C’est une chance qu’elle aborde ce sujet, les rapports des observateurs des siècles précédents étaient très prolixes sur la littérature locale et je suis bien documentée. Sur ce plan c’était d’ailleurs une époque très intéressante bien que sociologiquement elle amorçait le mauvais tournant. Etait-ce par prescience que les chants les plus désespérés étaient les chants les plus beaux?... Mais dois-je vraiment jouer sur cette corde et déclamer des sonnets ?

Il était inutile qu’elle fasse appel à sa mémoire éidétique — il lui suffisait de lire une seule fois n’importe quel ouvrage pour pouvoir le réciter mot à mot des années plus tard — mais il apparut aussitôt que la question n’appelait aucun développement, son sens caché n’avait rien à voir avec la signification des mots. En même temps, la tension nerveuse de la jeune femme décrût subitement. Une onde de soulagement émana d’elle. Impulsivement, elle posait sa main sur celle d’Alona.
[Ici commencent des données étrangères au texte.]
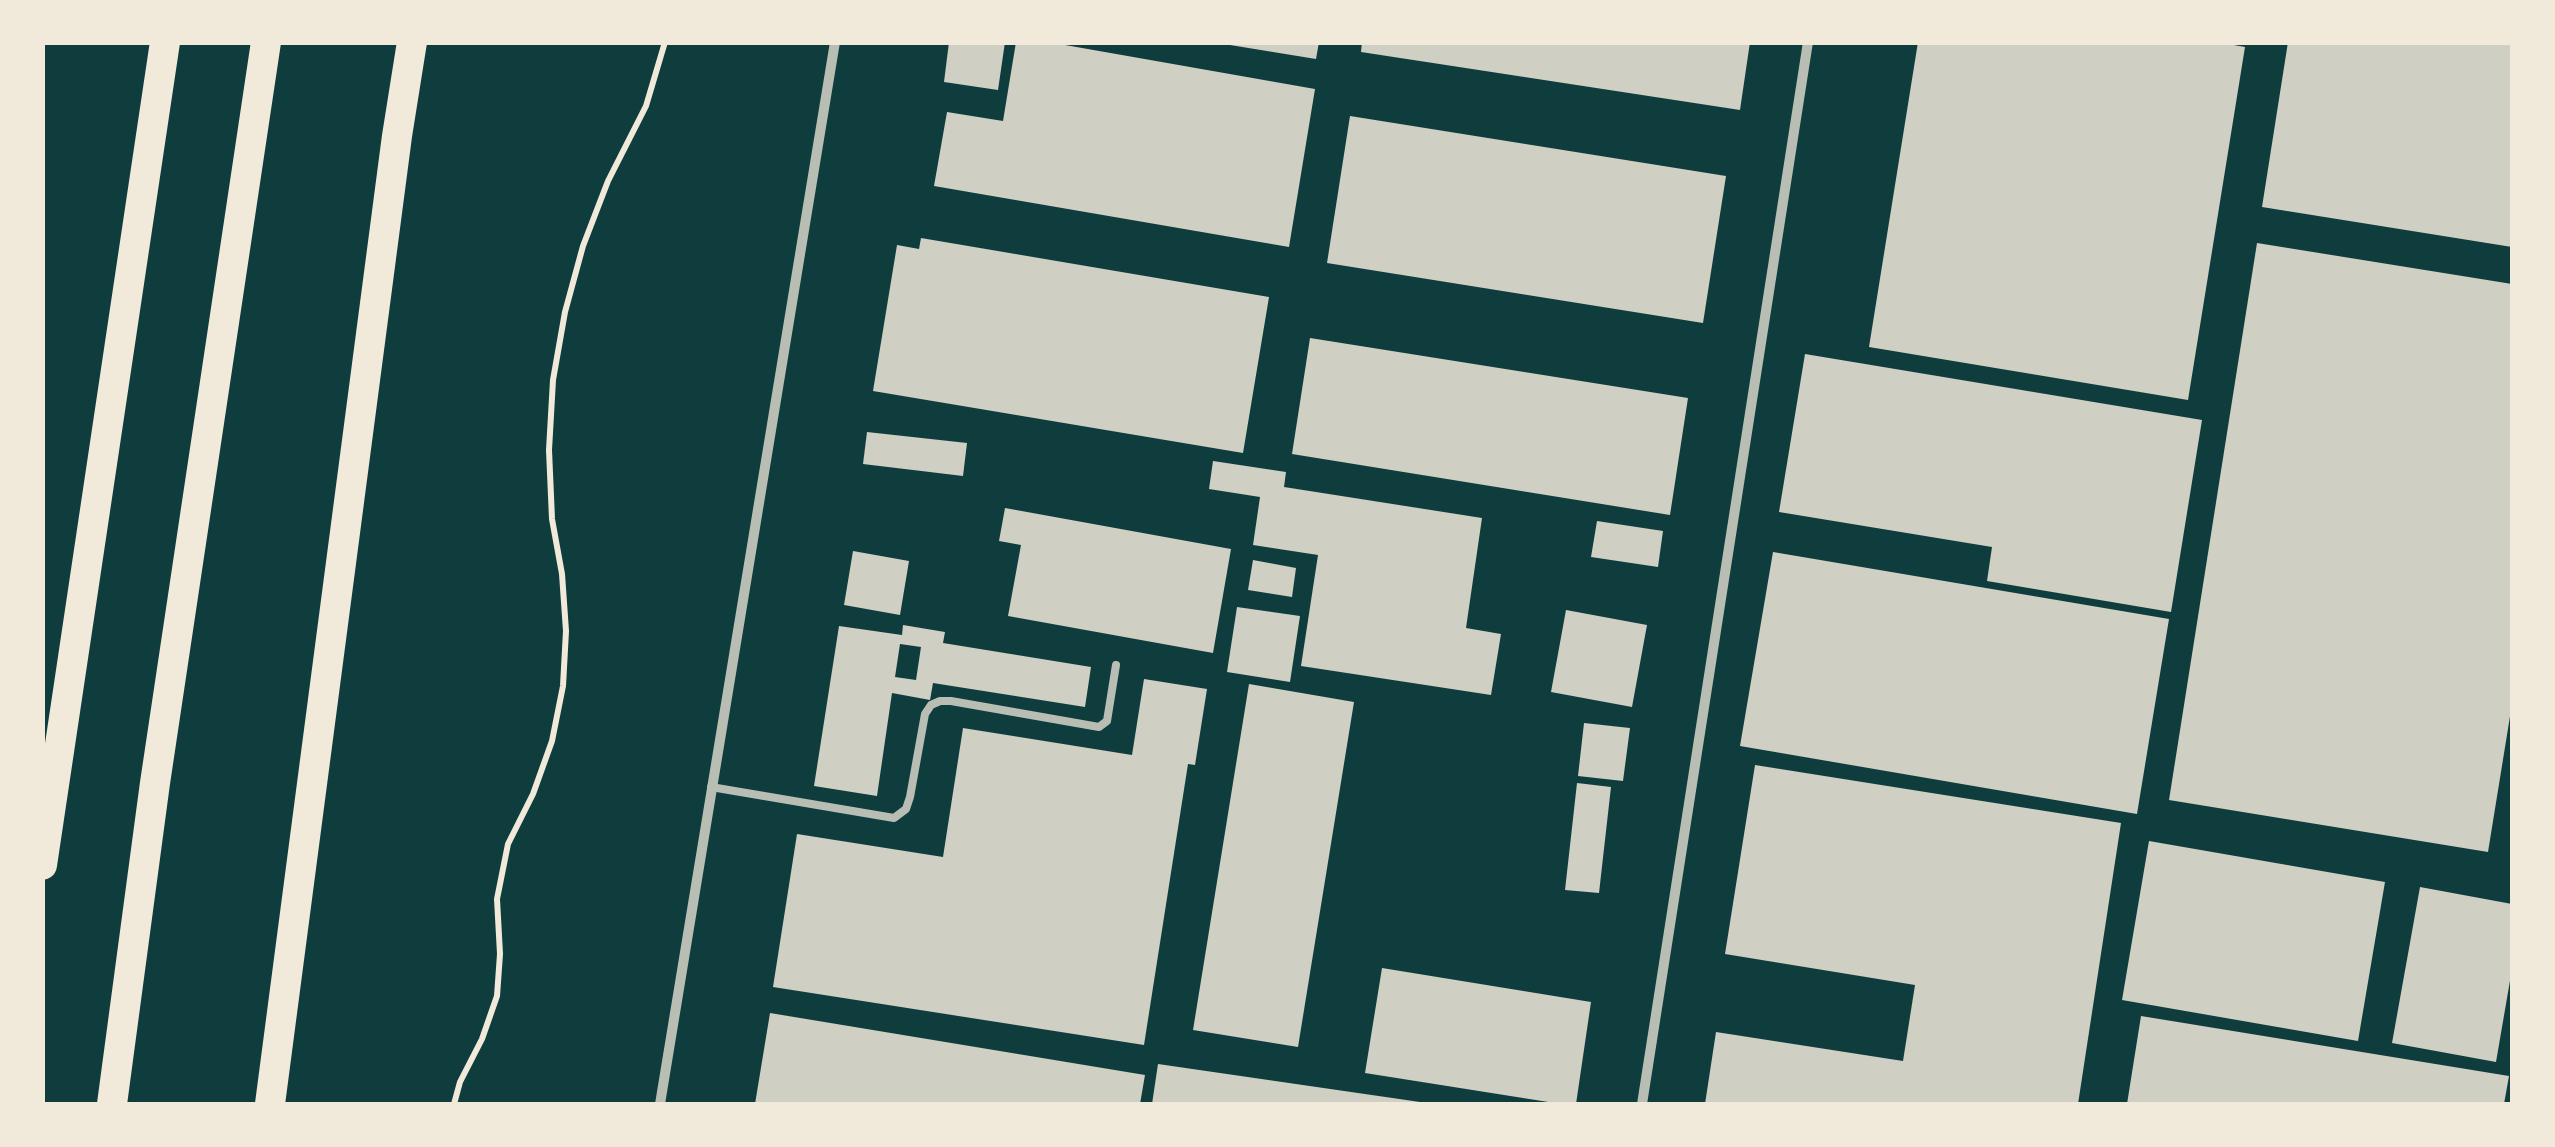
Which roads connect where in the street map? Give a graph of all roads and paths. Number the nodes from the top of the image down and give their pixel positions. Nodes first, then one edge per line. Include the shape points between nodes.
1 (165, 42) edge
2 (266, 42) edge
3 (412, 42) edge
4 (428, 42) edge
5 (665, 42) edge
6 (836, 42) edge
7 (1808, 42) edge
8 (397, 136) junction
9 (1116, 665) dead end
10 (712, 787) junction
11 (42, 865) edge
12 (112, 1104) edge
13 (270, 1104) edge
14 (454, 1104) edge
15 (660, 1104) edge
16 (1642, 1104) edge

1 - 11 highway
2 - 12 highway
3 - 8 highway
4 - 8 highway
5 - 14 path via 646,106 583,246 565,312 549,450 566,630 563,686 552,741 508,844 500,880 496,996
6 - 10 street
7 - 16 street
8 - 13 highway
9 - 10 lane via 1107,721 1099,727 951,701 931,705 906,810 894,818
10 - 15 street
—      Je suis heureuse de vous avoir rencontrée. Je me sentais terriblement seule. Votre présence me fait du bien, plus que vous ne pouvez le savoir. Je sais que vous repartirez tout à l’heure et que nous ne sommes rien l’une pour l’autre, mais vous m’aurez donné un moment de détente.
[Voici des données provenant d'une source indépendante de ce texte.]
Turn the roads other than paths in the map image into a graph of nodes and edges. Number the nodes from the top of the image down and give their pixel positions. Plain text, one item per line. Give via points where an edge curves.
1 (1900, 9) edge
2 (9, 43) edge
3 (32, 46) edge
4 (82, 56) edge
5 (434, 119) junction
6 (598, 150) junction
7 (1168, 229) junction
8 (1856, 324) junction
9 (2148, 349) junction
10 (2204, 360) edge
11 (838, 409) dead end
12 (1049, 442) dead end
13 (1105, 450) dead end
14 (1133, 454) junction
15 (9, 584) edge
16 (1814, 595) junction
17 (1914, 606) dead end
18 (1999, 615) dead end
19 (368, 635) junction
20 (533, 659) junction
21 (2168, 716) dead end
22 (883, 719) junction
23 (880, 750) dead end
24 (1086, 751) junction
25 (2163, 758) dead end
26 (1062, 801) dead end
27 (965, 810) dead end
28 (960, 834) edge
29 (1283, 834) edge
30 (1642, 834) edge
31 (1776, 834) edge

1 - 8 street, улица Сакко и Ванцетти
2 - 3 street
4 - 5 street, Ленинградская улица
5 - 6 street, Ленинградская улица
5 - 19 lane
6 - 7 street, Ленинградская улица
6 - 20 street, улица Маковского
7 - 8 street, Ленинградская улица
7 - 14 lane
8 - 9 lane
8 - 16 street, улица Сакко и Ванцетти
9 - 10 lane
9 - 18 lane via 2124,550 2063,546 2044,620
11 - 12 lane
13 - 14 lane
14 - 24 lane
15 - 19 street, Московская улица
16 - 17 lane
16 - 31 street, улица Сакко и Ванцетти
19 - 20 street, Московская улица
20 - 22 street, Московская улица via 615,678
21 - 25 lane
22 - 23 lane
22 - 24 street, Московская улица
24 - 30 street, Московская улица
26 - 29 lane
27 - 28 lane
—      Rien ne me presse ni ne m’appelle ailleurs. J’ai tout mon temps et moi aussi je suis solitaire. Vous me plaisez beaucoup...

Avant que le serveur n’apportât le dessert, Maura — tel était le nom sous lequel elle se présenta à sa nouvelle amie — était définitivement conquise et bavardait allègrement avec une expansive volubilité. Il semblait que quelque part en elle un barrage eût cédé, libérant un trop-plein longtemps retenu. Rien du reste qui eût la moindre importance dans tout ce qu’elle disait. Elle n’évoquait pas encore son passé, elle ne se racontait pas ; elle vivait tout simplement tandis qu’Alona l’écoutait et lui donnait la réplique sur le même ton, éprouvant en même temps un sincère plaisir à intensifier ce rapprochement né du hasard. Elles s’attardèrent dans le restaurant puis, d’elle-même, Maura proposa qu’elles prennent le café et les liqueurs dans son appartement au septième étage de l’hôtel. Dans ce cadre impersonnel cependant plein d’une tiède intimité que la double porte isolait du reste du monde, l’ambiance était propre aux confidences et l’alcool parfumé emplissant les verres de cristal jouait aussi son rôle de libération des complexes. Le processus de syntonisation pourrait se dérouler jusqu’à sa plénitude, joindre au stade de la confiance celui de l’amitié et aussi celui de la tendresse. Alona mena le jeu avec une attentive clairvoyance, guettant derrière les phrases décousues de la conversation, les désirs informulés auxquels elle répondait au fur et à mesure sans hâte maladroite mais aussi sans retard décevant qui aurait pu briser le rythme.  Elle se montra caressante, douce et effleurante tout d’abord, puis plus précise, sans cesser d’observer une lente et experte progression, éveillant chez sa partenaire des ondes de désir timide et qu’elle ne satisfaisait que pour en provoquer d’autres plus impérieux, plus exigeants, jusqu’à ce que toute passivité soit abolie et que Maura écartelée ne soit plus qu’une proie consentante et extasiée. Il est juste de souligner que, bien qu’agissant en toute conscience, Alona éprouva à ces intermèdes un plaisir au moins égal à celui de sa jeune amie. Celle-ci se révéla aussi sensuelle qu’elle était jolie et sut prendre à son tour des initiatives qui prouvaient qu’elle n’était pas égoïste.

Ce soir-là, elles ne remirent pas les pieds dans le restaurant mais dînèrent dans l’appartement. Plus tard, quand elle fut complètement détendue et assouvie et sans attendre même qu’Alona la questionne, Maura parla.